Specificity of axonal transport in C2, a histaminergic neuron of Aplysia californica.

Several labeled neurotransmitter substances or precursors ( [3H]histamine, [3H]serotonin, and [3H]choline) were injected with pressure into the cell body of C2, an identified putative histaminergic neuron in the cerebral ganglion of Aplysia in order to study the selectivity of axonal transport. We examined transport of these substances along the posterior lip nerve which contains one of the 3 extraganglionic axons of C2. The distribution of radioactivity along this axon indicated that some of the [3H]histamine is moved by fast transport, and some by diffusion. The velocity at which [3H]histamine moved along the axon was estimated at approximately 50 mm per day at 23 degrees C. The movement was slower at lower temperatures, and was partially inhibited by colchicine.

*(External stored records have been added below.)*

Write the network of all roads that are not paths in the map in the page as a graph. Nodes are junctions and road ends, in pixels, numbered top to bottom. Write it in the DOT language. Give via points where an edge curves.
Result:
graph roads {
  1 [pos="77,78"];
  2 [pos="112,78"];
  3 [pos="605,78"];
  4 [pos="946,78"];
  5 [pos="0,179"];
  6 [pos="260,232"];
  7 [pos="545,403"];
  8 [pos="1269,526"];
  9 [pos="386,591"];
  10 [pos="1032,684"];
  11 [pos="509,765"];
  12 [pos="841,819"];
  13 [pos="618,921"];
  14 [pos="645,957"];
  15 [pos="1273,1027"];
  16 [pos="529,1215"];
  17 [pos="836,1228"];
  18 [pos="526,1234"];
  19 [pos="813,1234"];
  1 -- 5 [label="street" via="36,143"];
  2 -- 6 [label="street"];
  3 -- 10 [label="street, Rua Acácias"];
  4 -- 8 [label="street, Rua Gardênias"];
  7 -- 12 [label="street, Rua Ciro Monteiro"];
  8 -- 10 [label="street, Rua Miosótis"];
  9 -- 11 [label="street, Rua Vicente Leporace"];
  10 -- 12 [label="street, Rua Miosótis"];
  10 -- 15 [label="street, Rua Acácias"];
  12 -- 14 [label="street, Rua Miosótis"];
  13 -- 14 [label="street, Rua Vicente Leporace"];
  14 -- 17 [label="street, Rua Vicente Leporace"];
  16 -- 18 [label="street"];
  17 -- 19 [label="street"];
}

Transport was selective: 6 h after injection of [3H]histamine into the cell body of C2, most of the radioactivity that appeared in axons was in the form of histamine. In contrast, equal amounts of the labeled amine and its metabolite, gamma-glutamylhistamine, were found in the cell body. Fast transport was not observed when [3H]serotonin or [3H]choline were injected. Subcellular fractionation experiments after injection showed that [3H]histamine was enriched in particulate fractions; [3H]gamma-glutamylhistamine was recovered only in the soluble fraction. Packaging of [3H]histamine in C2 was not affected by treatment with reserpine; in contrast, subcellular fractionation experiments indicated that reserpine blocks the uptake of [3H]histamine into vesicles in the giant cerebral neuron, an identified serotonergic Aplysia cell.